Thanks for all your attention. I will produce a "simpler" case and check it in AutoCAD.
Regards
RE: Transformed Section Problem
Now that I see what you have set up, I agree with others. I would not rely upon the glass for any stiffness contribution. I might not rely upon the concrete either. You will need to justify shear transfer from one material to the next. Steel to concrete could be done with some kind of shear connectors?
RE: Transformed Section Problem
Are you planning to reinforce the concrete with bars as well as the Tee section? How do you bond the steel Tee to the concrete?
BA
RE: Transformed Section Problem
It seems that formulas for transformed moment inertia of concrete and glass you are using are incorrect.
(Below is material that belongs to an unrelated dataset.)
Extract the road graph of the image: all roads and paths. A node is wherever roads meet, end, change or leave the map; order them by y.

Formula in the spreadsheet for concrete contribution to moment inertia:
Ic + ncAc(N.A.-Xc)^2
shall be:
ncIc + ncAc(N.A.-Xc)^2
Ic has not been reduced... Check.
Yakpol
RE: Transformed Section Problem
RE: Transformed Section Problem
As for the question of whether the glass and steel should be included anyway, it depends what the results are going to be used for. If you want to know the stress in the glass then you'd want to use the upper bound stiffness of the member in an analysis.
Doug Jenkins
Interactive Design Services
http://newtonexcelbach.wordpress.com/
RE: Transformed Section Problem
Thank you for all of the advice. I made several errors. I had the wrong cell-address in the spreadsheet to calculate the ModRatio for the glass and I had calculated the inertias about the base and not through the N.A.s. I simplified the shape of the structure and at 3am this morning: the right result! I attach my calculations.
The reason for doing this analysis is I am having to design an experiment. I am going to construct a composite slab made from steel supporting glass blocks encased in concrete and then it is going to be tested.
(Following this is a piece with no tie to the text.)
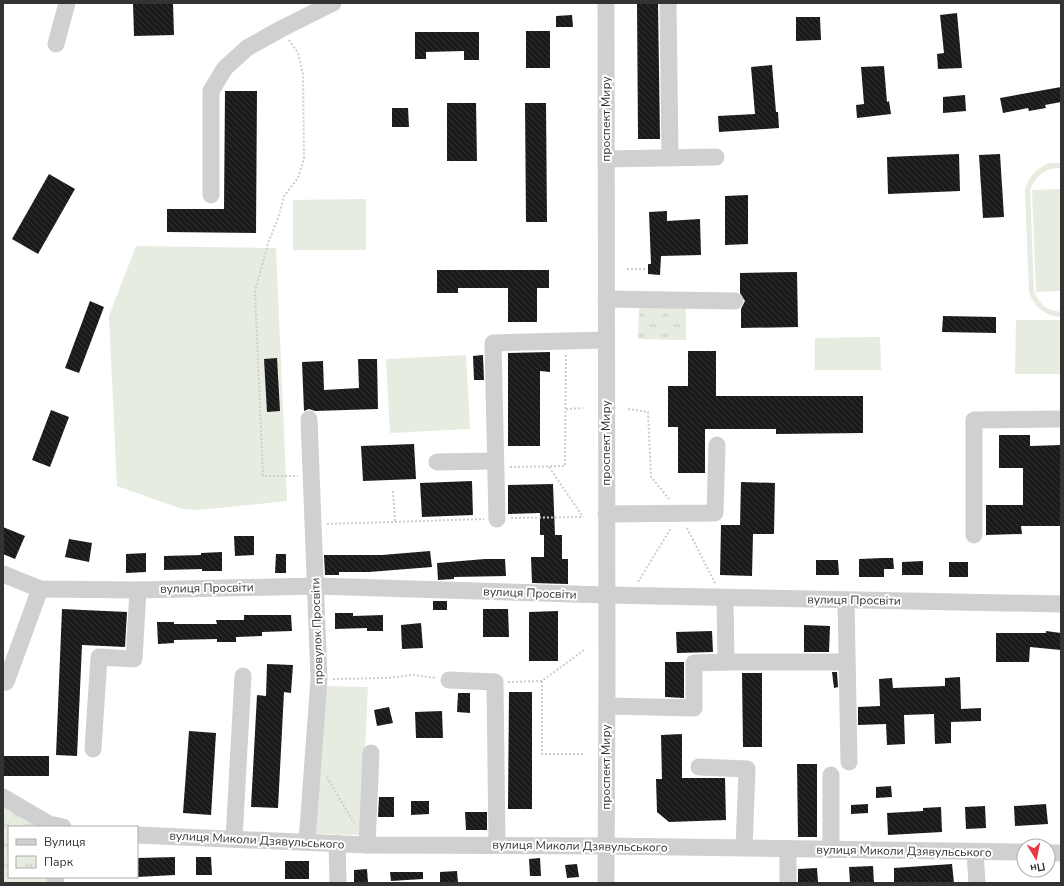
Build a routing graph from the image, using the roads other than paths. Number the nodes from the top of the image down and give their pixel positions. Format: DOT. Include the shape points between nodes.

It is very satisfying to obtain a result but I suppose this is the easy bit.
Regards
RE: Transformed Section Problem
Thank you for pointing me in the right direction with the transformed inertias
RE: Transformed Section Problem
the more knowledgable gys are posting about the value of including the glass as effective. you could recalc your properties assuming the glass is ineffective, E = 1? 0?, so it'd act as a spacer. How is the load getting into the glass ? is the glass floating inside the steel frame ??
RE: Transformed Section Problem
Further, if you are planning to bond glass block to concrete, it won't happen with just the concrete alone. So if that is truly a "concrete" and not a compatible glass block mortar, you'll have a bond issue. If it is a glass block mortar, your material properties for the concrete are overstated.
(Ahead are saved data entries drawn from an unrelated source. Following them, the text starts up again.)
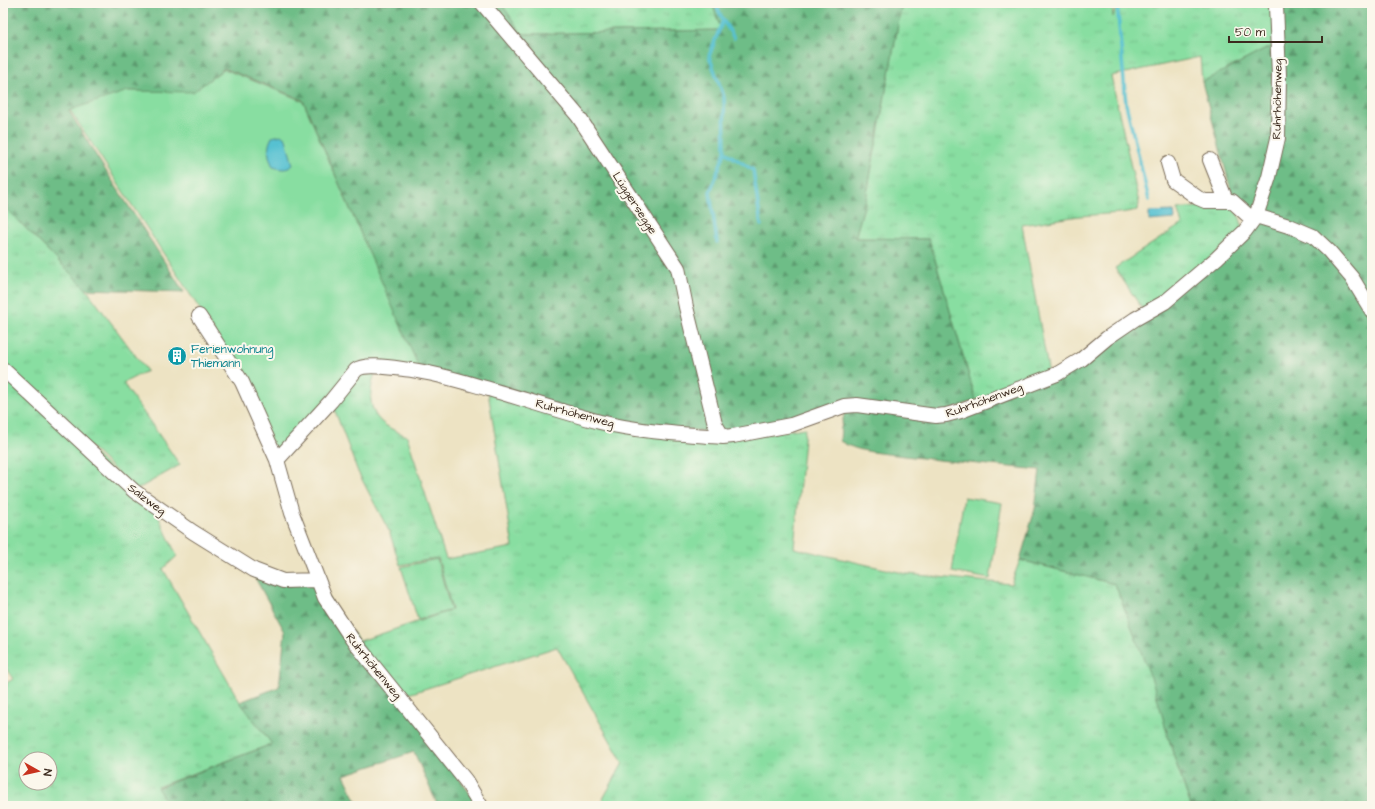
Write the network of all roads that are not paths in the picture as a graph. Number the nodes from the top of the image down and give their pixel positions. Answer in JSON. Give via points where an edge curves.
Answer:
{"nodes":[{"id":1,"x":482,"y":3,"type":"edge"},
{"id":2,"x":1277,"y":3,"type":"edge"},
{"id":3,"x":1210,"y":160,"type":"dead end"},
{"id":4,"x":1168,"y":163,"type":"dead end"},
{"id":5,"x":1226,"y":200,"type":"junction"},
{"id":6,"x":1255,"y":218,"type":"junction"},
{"id":7,"x":1372,"y":311,"type":"edge"},
{"id":8,"x":199,"y":316,"type":"dead end"},
{"id":9,"x":3,"y":369,"type":"edge"},
{"id":10,"x":723,"y":436,"type":"junction"},
{"id":11,"x":278,"y":460,"type":"junction"},
{"id":12,"x":317,"y":580,"type":"junction"},
{"id":13,"x":482,"y":806,"type":"edge"}],
"edges":[{"from":1,"to":10,"type":"street","name":"Lüggersegge","via":[[578,116],[678,268],[715,424]]},
{"from":2,"to":6,"type":"street","name":"Ruhrhöhenweg","via":[[1278,138],[1269,177]]},
{"from":3,"to":5,"type":"street"},
{"from":4,"to":5,"type":"street","via":[[1173,180],[1198,198],[1205,201]]},
{"from":5,"to":6,"type":"street","via":[[1232,201]]},
{"from":6,"to":7,"type":"street","via":[[1292,227],[1313,236],[1352,278]]},
{"from":6,"to":10,"type":"street","name":"Ruhrhöhenweg","via":[[1217,258],[1165,302],[1107,338],[1082,359],[1057,374],[946,415],[936,416],[856,405],[844,406],[792,425]]},
{"from":8,"to":11,"type":"street","via":[[242,382]]},
{"from":9,"to":12,"type":"street","name":"Salzweg","via":[[134,491],[193,532],[254,570],[283,581]]},
{"from":10,"to":11,"type":"street","name":"Ruhrhöhenweg","via":[[662,432],[601,422],[425,372],[358,367]]},
{"from":11,"to":12,"type":"street","name":"Ruhrhöhenweg","via":[[292,513]]},
{"from":12,"to":13,"type":"street","name":"Ruhrhöhenweg","via":[[325,598],[352,639],[466,781]]}]}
RE: Transformed Section Problem
RE: Transformed Section Problem
question ... are all the elements of this section going to strain as one ? i'm guessing that there's adhesive between the Al channels and the glass and between the galss and the St tee ... doesn't this provide a strain discontinuity ?
RE: Transformed Section Problem
Thank you for your interest. I attach a pdf of the slab that I am designing and hopefully it will answer some of your questions.
Thanks again.
cve
RE: Transformed Section Problem
Look at this site for the transforming of sections:-
h
desertfox
RE: Transformed Section Problem
Michael.
Timing has a lot to do with the outcome of a rain dance.
RE: Transformed Section Problem
Why not look at precasting and post tensioning those 36"+/- square panels. Lay down 76.2x7.6 bars, continuous in one direction and about 170 long fillers in the other, with the fillers beveled on their ends. Weld these together on their tension face, flip them over and weld some ears on them to locate and hold the glass blocks for casting; maybe apply some small shear studs, or a light deformed bar with a "WWW" shape akin to the webs on a bar joist, welded to the flat bars. Then you should be able to achieve a more uniform bending in both directions. Harp the center two tendons in each direction slightly, but mostly you just want to keep the whole panel in compression under loading.
RE: Transformed Section Problem
From what I am reading, is it being implied that, because of the strain compatibility problems caused by the tension part of the web with the concrete (due to the high horizontal shear forces, the bond will be insufficient); I will need to either improve the bond with shear-studs, or (if I am reading you right dhengr) do away with the web and to tie the concrete to the steel-plates using shear-reinforcement.
I have modified the one-way spanning rib (see attached). would this arrangement allow me to use the concrete and the steel as a composite?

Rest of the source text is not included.